TASK ITEM —
Extract the text of every entry below exactly; leave images out.

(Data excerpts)
□ □ □

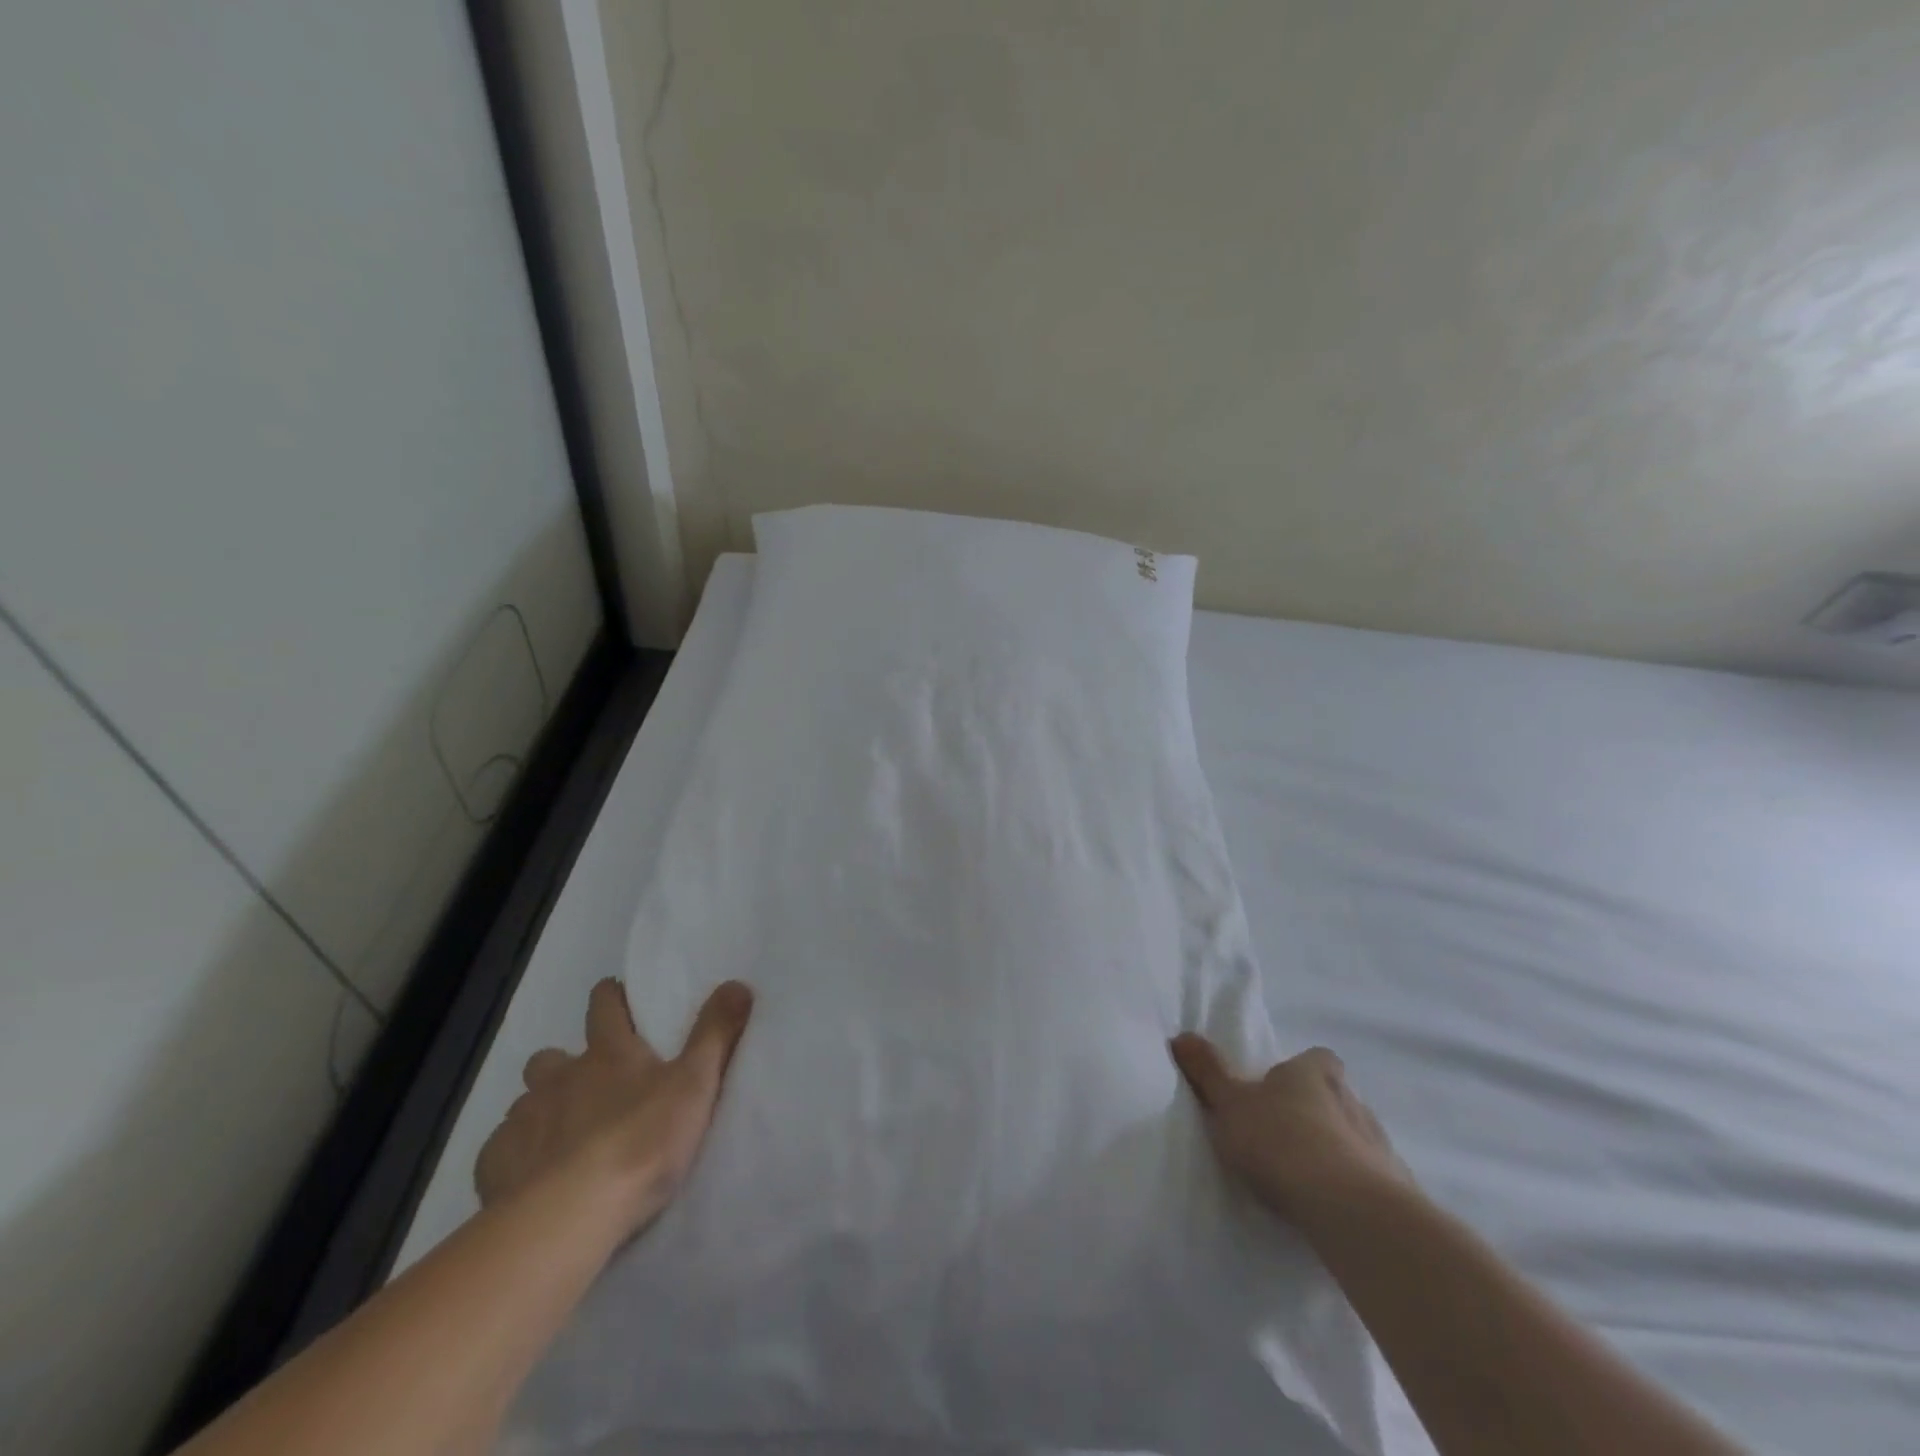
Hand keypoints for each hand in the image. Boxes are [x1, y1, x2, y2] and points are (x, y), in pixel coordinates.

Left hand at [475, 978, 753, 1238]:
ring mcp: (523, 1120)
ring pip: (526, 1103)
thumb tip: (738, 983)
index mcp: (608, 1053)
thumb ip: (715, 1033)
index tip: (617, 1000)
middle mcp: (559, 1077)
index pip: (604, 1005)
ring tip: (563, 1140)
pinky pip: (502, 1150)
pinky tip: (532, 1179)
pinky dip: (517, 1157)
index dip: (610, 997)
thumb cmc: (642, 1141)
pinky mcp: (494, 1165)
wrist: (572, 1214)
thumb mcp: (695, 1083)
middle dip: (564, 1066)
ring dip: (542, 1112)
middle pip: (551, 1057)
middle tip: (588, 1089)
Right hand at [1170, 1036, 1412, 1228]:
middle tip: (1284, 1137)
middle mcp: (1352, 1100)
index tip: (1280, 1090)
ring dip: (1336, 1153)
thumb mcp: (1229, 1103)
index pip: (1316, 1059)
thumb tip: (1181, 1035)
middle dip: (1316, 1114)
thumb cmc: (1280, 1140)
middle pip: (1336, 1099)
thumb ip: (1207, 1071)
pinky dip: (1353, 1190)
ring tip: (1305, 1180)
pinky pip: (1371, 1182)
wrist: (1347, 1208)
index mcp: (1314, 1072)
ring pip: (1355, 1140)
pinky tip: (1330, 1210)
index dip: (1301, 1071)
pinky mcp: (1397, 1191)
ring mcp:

□ □ □

TASK OUTPUT —
Hand keypoints for each hand in the image. Boxes are [x1, y1, x2, y2] and points are (x, y), in pixel coordinates.

Left hand at [475, 978, 753, 1238]:
ring mcp: (523, 1120)
ring pip: (526, 1103)
thumb tip: (738, 983)
index mcp: (608, 1053)
thumb ip: (715, 1033)
index tip: (617, 1000)
middle mcp: (559, 1077)
index pip: (604, 1005)
ring tip: (563, 1140)
pinky pip: (502, 1150)
pinky tip: (532, 1179)
pinky dip: (517, 1157)
index dip: (610, 997)
thumb cmc: (642, 1141)
pinky mcp: (494, 1165)
wrist: (572, 1214)
thumb mcp: (695, 1083)
middle dip: (564, 1066)
ring dip: (542, 1112)
middle pip: (551, 1057)
middle tip: (588, 1089)
Right hand at [1170, 1036, 1412, 1228]:
middle tip: (1284, 1137)
middle mcp: (1352, 1100)
index tip: (1280, 1090)
ring dip: (1336, 1153)
thumb mcp: (1229, 1103)
index pip: (1316, 1059)
thumb tip: (1181, 1035)
middle dip: (1316, 1114)
thumb cmc: (1280, 1140)
middle pip: (1336, 1099)
thumb ip: (1207, 1071)
pinky dip: (1353, 1190)
ring tip: (1305, 1180)
pinky pip: (1371, 1182)
wrist: (1347, 1208)
index mcp: (1314, 1072)
ring pip: (1355, 1140)
pinky tip: (1330, 1210)
index dip: (1301, 1071)
pinky mcp: (1397, 1191)
ring mcp:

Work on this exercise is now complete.